- _What you need to do_: Would you please repeat all of the data exactly, omitting the pictures?

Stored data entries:

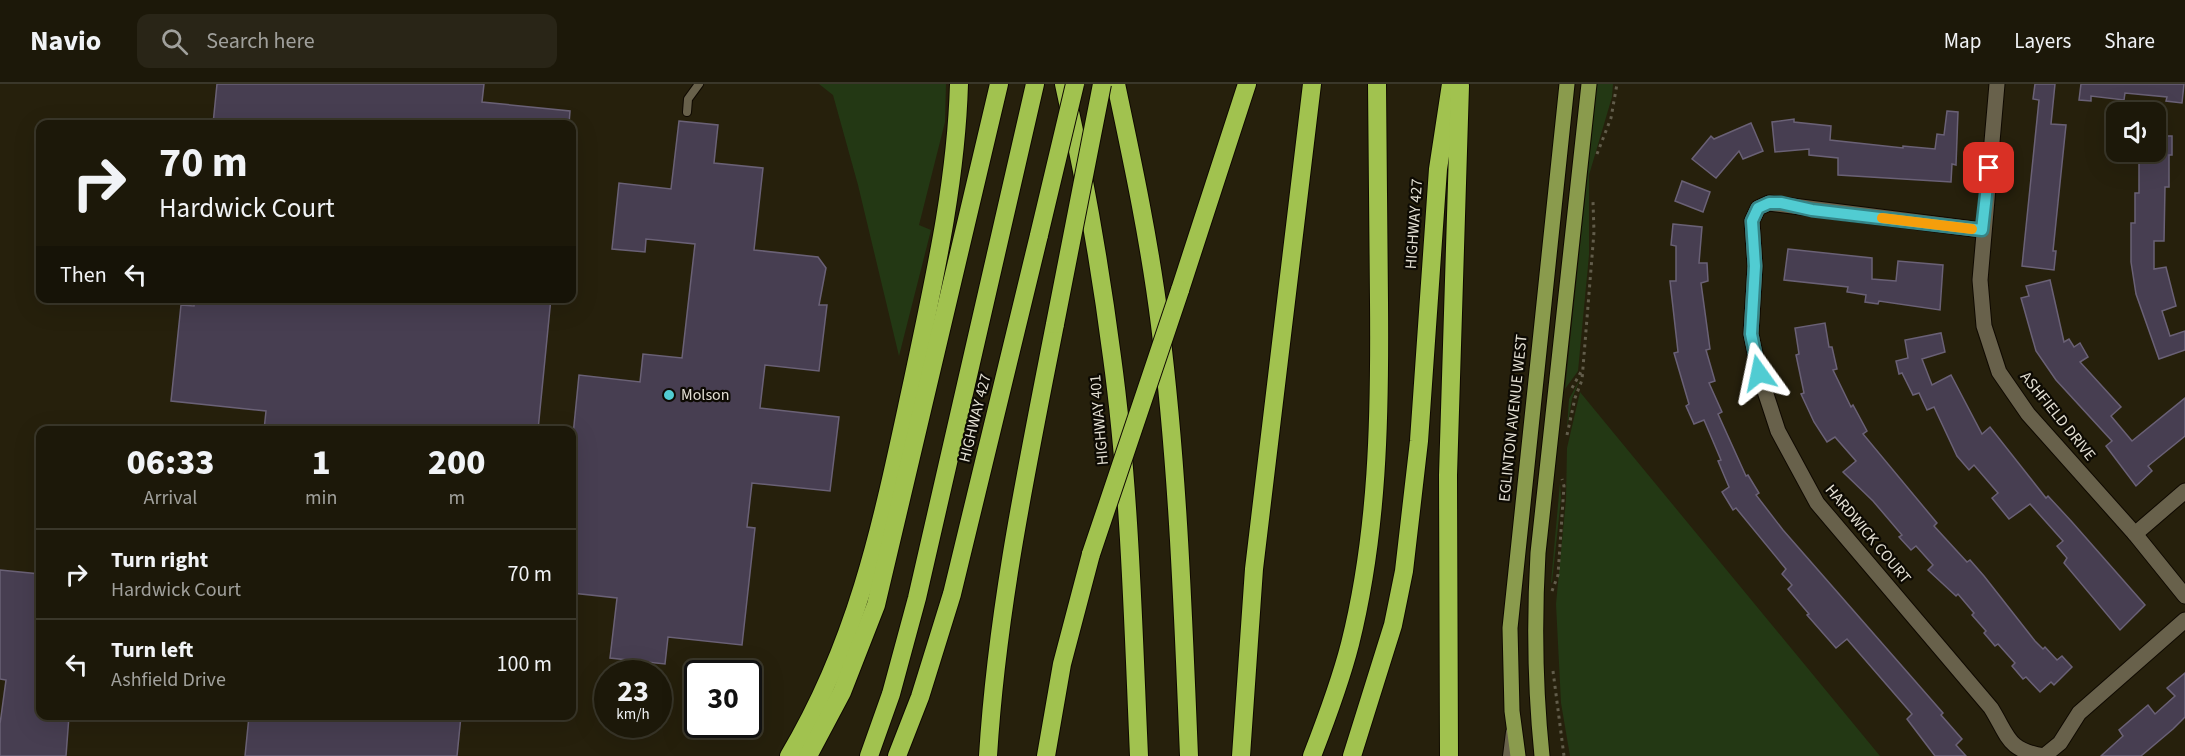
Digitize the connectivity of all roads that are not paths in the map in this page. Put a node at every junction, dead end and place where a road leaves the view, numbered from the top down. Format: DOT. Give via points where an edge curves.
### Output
graph roads {
  1 [pos="699,84"];
  2 [pos="959,84"];
  3 [pos="999,84"];
  4 [pos="1035,84"];
  5 [pos="1064,84"];
  6 [pos="1075,84"];
  7 [pos="1102,84"];
  8 [pos="1116,84"];
  9 [pos="1247,84"];
  10 [pos="1312,84"];
  11 [pos="1377,84"];
  12 [pos="1451,84"];
  13 [pos="1460,84"];
  14 [pos="1567,84"];
  15 [pos="1589,84"];
  16 [pos="1997,84"];
  17 [pos="687,112"];
  18 [pos="1982,230"];
  19 [pos="2185,491"];
  20 [pos="2135,534"];
  21 [pos="2185,596"];
  22 [pos="2185,620"];
  23 [pos="1512,711"];
  24 [pos="789,756"];
  25 [pos="808,756"];
  26 [pos="869,756"];
  27 [pos="897,756"];
  28 [pos="988,756"];
  29 [pos="1046,756"];
  30 [pos="1139,756"];
  31 [pos="1190,756"];
  32 [pos="1241,756"];
  33 [pos="1312,756"];
  34 [pos="1352,756"];
  35 [pos="1449,756"];
  36 [pos="1507,756"];
  37 [pos="1518,756"];
  38 [pos="1542,756"];
  1 -- 17 [label="lane" via="688,99"];
  2 -- 24 [label="highway" via="955,158 938,269 875,547 841,654"];
  3 -- 25 [label="highway" via="876,605 842,692"];
  4 -- 26 [label="highway" via="917,598 891,694"];
  5 -- 30 [label="highway, HIGHWAY 401" via="1089,207 1113,359 1126,501"];
  6 -- 27 [label="highway, HIGHWAY 427, bridge" via="952,594"];
  7 -- 28 [label="highway, bridge" via="1008,579"];
  8 -- 31 [label="highway" via="1160,324 1175,485"];
  9 -- 29 [label="highway, bridge" via="1091,554 1062,664"];
  10 -- 32 [label="highway" via="1254,569"];
  11 -- 33 [label="highway" via="1379,426 1374,498 1350,645"];
  12 -- 34 [label="highway, HIGHWAY 427" via="1438,169 1419,441 1404,571 1394,625"];
  13 -- 35 [label="highway" via="1448,464"];
  14 -- 23 [label="main road, EGLINTON AVENUE WEST" via="1515,569 1510,628"];
  15 -- 38 [label="main road" via="1534,620"];
  16 -- 18 [label="street, ASHFIELD DRIVE"];
  18 -- 20 [label="street, ASHFIELD DRIVE" via="1980,306 1999,372 2028,414"];
  18 -- 22 [label="street, HARDWICK COURT" via="1781,203 1758,208 1752,221 1752,339 1768,403 1794,464 1817,503 1992,708 2006,738 2027,753 2044,756 2060,743 2079,713"];
  19 -- 20 [label="street"];
  20 -- 21 [label="street, ASHFIELD DRIVE"];
  23 -- 36 [label="lane"];
  23 -- 37 [label="main road, EGLINTON AVENUE WEST"];
}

- _Task solution_:
Digitize the connectivity of all roads that are not paths in the map in this page. Put a node at every junction, dead end and place where a road leaves the view, numbered from the top down. Format: DOT. Give via points where an edge curves.
### Output
graph roads {
  1 [pos="699,84"];
  2 [pos="959,84"];
  3 [pos="999,84"];
  4 [pos="1035,84"];
  5 [pos="1064,84"];
  6 [pos="1075,84"];
  7 [pos="1102,84"];
  8 [pos="1116,84"];
  9 [pos="1247,84"];
  10 [pos="1312,84"];
  11 [pos="1377,84"];
  12 [pos="1451,84"];
  13 [pos="1460,84"];
  14 [pos="1567,84"];
  15 [pos="1589,84"];
  16 [pos="1997,84"];
  17 [pos="687,112"];
  18 [pos="1982,230"];
  19 [pos="2185,491"];
  20 [pos="2135,534"];
  21 [pos="2185,596"];
  22 [pos="2185,620"];
  23 [pos="1512,711"];
  24 [pos="789,756"];
  25 [pos="808,756"];
  26 [pos="869,756"];
  27 [pos="897,756"];
  28 [pos="988,756"];
  29 [pos="1046,756"];
  30 [pos="1139,756"];
  31 [pos="1190,756"];
  32 [pos="1241,756"];
  33 [pos="1312,756"];
  34 [pos="1352,756"];
  35 [pos="1449,756"];
  36 [pos="1507,756"];
  37 [pos="1518,756"];
  38 [pos="1542,756"];
  1 -- 17 [label="lane" via="688,99"];
  2 -- 24 [label="highway" via="955,158 938,269 875,547 841,654"];
  3 -- 25 [label="highway" via="876,605 842,692"];
  4 -- 26 [label="highway" via="917,598 891,694"];
  5 -- 30 [label="highway, HIGHWAY 401" via="1089,207 1113,359 1126,501"];
  6 -- 27 [label="highway, HIGHWAY 427, bridge" via="952,594"];
  7 -- 28 [label="highway, bridge" via="1008,579"];
  8 -- 31 [label="highway" via="1160,324 1175,485"];
  9 -- 29 [label="highway, bridge" via="1091,554 1062,664"];
  10 -- 32 [label="highway" via="1254,569"];
  11 -- 33 [label="highway" via="1379,426 1374,498 1350,645"];
  12 -- 34 [label="highway, HIGHWAY 427" via="1438,169 1419,441 1404,571 1394,625"];
  13 -- 35 [label="highway" via="1448,464"];
  14 -- 23 [label="main road, EGLINTON AVENUE WEST" via="1515,569 1510,628"];
  15 -- 38 [label="main road" via="1534,620"];
  16 -- 18 [label="street, ASHFIELD DRIVE"];
  18 -- 20 [label="street, ASHFIELD DRIVE" via="1980,306 1999,372 2028,414"];
  18 -- 22 [label="street, HARDWICK COURT" via="1781,203 1758,208 1752,221 1752,339 1768,403 1794,464 1817,503 1992,708 2006,738 2027,753 2044,756 2060,743 2079,713"];
  19 -- 20 [label="street"];
  20 -- 21 [label="street, ASHFIELD DRIVE"];
  23 -- 36 [label="lane"];
  23 -- 37 [label="main road, EGLINTON AVENUE WEST"];
}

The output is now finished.